According to a media report of the last week, the new government in India is planning to control prices of anti-cancer drugs to address this critical issue.

As the current National List of Essential Medicines (NLEM) does not include many important anti-cancer medication, Tata Memorial Centre of Mumbai has recommended to the government that oncology drugs, such as Trastuzumab, Erlotinib, Irinotecan, Lenalidomide, Capecitabine, All Trans Retinoic Acid (ATRA), Bendamustine, Rituximab, Temozolomide (TMZ), Zoledronic acid, Megestrol acetate and Letrozole, should be added to the NLEM.

As a first step towards this direction the National Pharmaceutical Pricing Authority (NPPA) has invited comments on the same from the pharmaceutical industry and other stakeholders to bring these drugs under price control.

Quoting NPPA the report states, “the recommendations are based on factors such as the ability of the drug to improve the overall survival chances of the patient. The other factors include higher priority to drugs that have the potential to cure a fraction of patients versus those that have been proven to only prolong lives; the number of patients potentially impacted in India based on data from population based cancer registries of the National Cancer Registry Program; the non-availability of alternative medications of the same or other pharmacological class that can act as a reasonable ‘substitute’; and price of the drug to patients and the differential in price between various brands.”

Although this is a welcome move to most of the patients, the pharma industry would certainly not be happy with this development, because of very obvious reasons and is expected to strongly oppose this initiative of the government. Let us wait and watch how this scenario unfolds further.

Conclusion:

In pursuit of the Eldorado to generate more and more wealth, shorn of least concerns for majority of patients, quite a few companies are not sparing even the dreaded diseases, such as cancer, pushing many patients to abject poverty, if not untimely death.

Increasingly, many healthcare players across the world are reportedly being forced to pay heavily for ‘unethical behavior and business practices’ by the respective governments. Unfortunately, no such steps are being taken in India, not just yet.

At least on paper, for errant doctors and hospitals there is MCI to take prompt remedial measures. For implementation of Drug Price Control Order (DPCO) there is NPPA, though effectiveness of these two seemingly powerful bodies are far from the expectations of the stakeholders, occasional reported jingoism notwithstanding.

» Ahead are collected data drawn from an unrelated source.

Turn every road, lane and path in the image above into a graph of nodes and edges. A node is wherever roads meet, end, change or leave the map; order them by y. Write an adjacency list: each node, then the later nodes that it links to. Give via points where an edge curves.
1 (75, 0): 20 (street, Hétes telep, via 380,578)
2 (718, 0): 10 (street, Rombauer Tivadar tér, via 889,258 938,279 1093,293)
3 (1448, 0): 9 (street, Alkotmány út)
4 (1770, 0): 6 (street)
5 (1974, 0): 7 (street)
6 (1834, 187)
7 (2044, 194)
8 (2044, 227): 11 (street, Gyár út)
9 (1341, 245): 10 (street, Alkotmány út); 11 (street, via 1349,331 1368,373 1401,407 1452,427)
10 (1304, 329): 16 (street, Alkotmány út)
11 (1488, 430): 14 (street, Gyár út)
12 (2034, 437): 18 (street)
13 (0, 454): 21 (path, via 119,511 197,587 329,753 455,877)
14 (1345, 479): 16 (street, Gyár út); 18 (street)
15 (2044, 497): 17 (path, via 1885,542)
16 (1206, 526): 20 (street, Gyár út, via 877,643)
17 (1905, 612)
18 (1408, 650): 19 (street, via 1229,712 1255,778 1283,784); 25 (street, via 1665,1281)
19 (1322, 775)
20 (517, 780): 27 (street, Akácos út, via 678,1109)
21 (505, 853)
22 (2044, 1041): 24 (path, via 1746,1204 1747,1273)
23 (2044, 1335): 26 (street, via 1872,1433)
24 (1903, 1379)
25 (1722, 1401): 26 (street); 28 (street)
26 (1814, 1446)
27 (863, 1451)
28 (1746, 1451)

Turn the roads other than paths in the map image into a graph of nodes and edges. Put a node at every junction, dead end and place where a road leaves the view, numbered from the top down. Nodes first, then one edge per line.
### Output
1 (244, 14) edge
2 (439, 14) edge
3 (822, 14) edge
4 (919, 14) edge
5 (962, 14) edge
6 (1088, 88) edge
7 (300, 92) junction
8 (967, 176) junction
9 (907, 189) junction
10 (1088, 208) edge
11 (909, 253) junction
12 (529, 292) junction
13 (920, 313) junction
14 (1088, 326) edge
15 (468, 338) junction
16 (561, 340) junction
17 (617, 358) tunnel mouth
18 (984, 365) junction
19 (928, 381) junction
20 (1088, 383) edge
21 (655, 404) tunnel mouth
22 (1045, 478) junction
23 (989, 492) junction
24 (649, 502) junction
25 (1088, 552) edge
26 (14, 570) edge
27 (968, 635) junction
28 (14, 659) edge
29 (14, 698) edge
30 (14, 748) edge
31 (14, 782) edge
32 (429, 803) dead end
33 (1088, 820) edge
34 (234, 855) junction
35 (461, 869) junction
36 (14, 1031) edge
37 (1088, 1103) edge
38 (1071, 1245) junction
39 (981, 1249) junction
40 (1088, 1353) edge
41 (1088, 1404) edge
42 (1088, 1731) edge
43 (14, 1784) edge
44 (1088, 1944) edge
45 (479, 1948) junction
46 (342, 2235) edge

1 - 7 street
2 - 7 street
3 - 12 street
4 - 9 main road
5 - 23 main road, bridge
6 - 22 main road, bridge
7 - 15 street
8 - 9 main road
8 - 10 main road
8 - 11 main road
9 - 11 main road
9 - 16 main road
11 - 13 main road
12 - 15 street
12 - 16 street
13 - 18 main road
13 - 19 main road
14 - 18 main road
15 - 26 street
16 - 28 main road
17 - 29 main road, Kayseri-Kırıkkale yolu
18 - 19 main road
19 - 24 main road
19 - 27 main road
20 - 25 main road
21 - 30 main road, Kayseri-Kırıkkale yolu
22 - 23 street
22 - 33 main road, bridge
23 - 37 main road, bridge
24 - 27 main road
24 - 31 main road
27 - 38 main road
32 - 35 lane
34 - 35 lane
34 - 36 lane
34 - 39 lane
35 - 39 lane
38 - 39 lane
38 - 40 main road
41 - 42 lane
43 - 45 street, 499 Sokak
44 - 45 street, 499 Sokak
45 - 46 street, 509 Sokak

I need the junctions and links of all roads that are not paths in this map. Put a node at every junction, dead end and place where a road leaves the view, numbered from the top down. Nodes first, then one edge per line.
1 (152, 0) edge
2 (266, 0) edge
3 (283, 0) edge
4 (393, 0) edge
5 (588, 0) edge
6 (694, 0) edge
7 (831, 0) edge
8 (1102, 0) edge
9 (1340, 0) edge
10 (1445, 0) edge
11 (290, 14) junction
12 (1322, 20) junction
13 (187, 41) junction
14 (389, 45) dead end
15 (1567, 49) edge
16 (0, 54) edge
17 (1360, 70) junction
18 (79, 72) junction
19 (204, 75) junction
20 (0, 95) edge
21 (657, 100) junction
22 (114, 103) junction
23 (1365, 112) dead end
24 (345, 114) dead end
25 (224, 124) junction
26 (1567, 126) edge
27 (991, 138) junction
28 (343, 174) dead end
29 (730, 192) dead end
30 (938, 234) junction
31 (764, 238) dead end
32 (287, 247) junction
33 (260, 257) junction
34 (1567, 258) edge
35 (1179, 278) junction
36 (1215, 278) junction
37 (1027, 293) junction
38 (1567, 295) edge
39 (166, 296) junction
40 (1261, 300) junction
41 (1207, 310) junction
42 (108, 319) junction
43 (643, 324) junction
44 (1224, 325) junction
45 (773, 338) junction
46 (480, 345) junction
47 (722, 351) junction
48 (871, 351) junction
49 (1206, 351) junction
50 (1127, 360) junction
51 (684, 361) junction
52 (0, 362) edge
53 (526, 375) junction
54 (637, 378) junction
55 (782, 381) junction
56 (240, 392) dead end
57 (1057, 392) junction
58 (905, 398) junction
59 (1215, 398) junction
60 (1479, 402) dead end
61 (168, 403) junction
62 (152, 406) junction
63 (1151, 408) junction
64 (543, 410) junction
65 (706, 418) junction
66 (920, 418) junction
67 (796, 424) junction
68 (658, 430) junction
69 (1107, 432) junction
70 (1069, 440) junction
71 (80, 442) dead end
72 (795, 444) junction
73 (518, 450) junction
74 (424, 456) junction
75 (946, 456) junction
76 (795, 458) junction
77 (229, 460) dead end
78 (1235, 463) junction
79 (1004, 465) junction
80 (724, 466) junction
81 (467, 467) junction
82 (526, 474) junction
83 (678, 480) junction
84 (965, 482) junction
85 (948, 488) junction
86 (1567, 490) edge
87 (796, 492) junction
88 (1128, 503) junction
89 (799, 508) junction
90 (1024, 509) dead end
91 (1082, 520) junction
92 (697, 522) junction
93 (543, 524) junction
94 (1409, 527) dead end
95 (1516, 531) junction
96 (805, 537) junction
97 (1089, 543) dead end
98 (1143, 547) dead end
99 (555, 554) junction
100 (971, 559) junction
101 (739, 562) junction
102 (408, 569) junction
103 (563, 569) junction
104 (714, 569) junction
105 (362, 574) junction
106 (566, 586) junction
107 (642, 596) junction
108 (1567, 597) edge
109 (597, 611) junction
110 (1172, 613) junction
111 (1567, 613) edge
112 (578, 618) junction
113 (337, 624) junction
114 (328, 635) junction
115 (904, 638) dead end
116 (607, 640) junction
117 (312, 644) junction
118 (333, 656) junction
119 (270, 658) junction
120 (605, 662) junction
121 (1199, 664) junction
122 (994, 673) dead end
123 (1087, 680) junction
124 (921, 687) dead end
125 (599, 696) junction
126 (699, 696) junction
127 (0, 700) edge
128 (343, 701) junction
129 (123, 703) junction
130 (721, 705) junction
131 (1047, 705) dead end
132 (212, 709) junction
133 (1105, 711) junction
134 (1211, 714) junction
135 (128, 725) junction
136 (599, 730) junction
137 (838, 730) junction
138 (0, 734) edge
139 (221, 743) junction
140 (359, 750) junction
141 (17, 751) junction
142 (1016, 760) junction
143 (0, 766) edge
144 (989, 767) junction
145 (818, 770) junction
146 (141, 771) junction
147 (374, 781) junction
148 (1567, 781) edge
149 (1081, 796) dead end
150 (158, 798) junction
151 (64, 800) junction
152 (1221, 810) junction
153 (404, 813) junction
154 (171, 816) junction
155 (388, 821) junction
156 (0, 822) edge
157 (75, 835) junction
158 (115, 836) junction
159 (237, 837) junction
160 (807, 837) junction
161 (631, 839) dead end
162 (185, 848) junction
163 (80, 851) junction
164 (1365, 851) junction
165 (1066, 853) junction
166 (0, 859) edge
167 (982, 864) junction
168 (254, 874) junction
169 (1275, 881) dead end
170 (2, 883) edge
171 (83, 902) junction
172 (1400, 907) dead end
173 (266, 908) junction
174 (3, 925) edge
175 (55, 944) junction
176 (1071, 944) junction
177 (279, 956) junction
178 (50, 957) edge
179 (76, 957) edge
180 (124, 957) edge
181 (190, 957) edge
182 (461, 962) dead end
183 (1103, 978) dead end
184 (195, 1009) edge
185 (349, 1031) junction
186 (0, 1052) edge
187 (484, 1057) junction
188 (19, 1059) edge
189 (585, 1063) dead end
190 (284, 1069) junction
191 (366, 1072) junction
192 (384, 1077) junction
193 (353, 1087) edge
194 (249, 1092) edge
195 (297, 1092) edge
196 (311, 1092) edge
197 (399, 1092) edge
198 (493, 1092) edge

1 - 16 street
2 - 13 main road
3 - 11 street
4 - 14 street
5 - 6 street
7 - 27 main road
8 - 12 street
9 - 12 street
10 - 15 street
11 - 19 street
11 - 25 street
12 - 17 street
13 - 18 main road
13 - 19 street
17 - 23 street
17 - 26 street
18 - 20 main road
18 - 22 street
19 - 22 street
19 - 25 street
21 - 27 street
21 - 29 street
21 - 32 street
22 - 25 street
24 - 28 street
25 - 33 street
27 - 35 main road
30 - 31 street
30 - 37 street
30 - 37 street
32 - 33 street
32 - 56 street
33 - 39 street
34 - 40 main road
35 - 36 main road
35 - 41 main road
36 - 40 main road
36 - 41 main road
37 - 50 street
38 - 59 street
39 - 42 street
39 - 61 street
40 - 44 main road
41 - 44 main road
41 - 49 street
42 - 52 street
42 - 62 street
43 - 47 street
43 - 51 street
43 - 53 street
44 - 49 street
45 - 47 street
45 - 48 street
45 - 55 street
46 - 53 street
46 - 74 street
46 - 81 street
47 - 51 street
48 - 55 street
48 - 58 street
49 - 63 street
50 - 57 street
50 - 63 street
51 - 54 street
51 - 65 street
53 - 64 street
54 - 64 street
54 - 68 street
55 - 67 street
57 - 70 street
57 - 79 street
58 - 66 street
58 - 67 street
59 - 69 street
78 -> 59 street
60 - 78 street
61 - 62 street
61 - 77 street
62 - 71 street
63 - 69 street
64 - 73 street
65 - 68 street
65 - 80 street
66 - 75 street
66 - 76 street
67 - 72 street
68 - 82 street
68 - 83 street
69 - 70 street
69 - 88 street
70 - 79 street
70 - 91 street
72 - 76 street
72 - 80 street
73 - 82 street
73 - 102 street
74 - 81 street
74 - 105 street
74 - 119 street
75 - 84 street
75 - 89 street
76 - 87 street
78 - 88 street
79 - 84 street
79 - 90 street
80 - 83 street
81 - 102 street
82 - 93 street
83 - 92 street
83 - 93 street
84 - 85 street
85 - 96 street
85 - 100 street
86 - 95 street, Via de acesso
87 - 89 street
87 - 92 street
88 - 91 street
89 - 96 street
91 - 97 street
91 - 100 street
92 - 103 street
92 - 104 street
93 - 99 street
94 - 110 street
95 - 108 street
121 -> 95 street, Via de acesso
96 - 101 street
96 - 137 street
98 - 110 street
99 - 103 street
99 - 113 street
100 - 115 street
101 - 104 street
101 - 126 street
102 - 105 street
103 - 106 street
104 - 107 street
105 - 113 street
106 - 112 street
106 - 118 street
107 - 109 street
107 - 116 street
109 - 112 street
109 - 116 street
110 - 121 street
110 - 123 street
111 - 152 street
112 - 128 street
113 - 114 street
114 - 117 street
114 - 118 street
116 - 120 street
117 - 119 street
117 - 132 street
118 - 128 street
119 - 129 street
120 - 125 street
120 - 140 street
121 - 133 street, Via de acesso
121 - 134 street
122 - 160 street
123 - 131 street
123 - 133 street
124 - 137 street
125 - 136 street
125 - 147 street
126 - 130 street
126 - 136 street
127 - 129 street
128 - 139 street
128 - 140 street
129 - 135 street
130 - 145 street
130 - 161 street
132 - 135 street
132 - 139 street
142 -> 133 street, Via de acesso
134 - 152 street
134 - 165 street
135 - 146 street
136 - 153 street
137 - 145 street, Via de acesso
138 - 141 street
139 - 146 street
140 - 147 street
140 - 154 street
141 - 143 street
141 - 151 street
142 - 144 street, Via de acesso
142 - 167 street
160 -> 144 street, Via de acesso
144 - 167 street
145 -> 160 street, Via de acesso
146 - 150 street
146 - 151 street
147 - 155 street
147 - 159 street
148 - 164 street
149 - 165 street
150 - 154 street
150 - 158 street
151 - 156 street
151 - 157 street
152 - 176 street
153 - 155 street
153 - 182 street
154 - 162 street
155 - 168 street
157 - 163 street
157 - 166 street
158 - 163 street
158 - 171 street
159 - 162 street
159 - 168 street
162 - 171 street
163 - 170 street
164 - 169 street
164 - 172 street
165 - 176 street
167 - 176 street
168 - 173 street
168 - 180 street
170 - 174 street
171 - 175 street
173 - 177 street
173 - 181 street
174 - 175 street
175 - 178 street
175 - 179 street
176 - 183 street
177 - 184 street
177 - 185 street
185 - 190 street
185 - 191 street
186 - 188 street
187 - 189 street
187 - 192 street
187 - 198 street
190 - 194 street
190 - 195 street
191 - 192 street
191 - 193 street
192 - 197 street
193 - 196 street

Currently in India, there are no legally binding ‘codes of pharma marketing practices’ in place. Even the Department of Pharmaceutical does not seem to have any legal jurisdiction for taking penal action against the errant pharma players for marketing malpractices or misdemeanor.

In this chaotic scenario, is it not quite challenging to fathom how would the government possibly discourage any healthcare or pharma player from turning looter instead of playing the expected role of a healer, ensuring beyond doubt that there is no wolf in sheep’s clothing?

By: Tapan J. Ray

Disclaimer: The views/opinions expressed in this article are entirely my own, written in my individual and personal capacity. I do not represent any other person or organization for this opinion.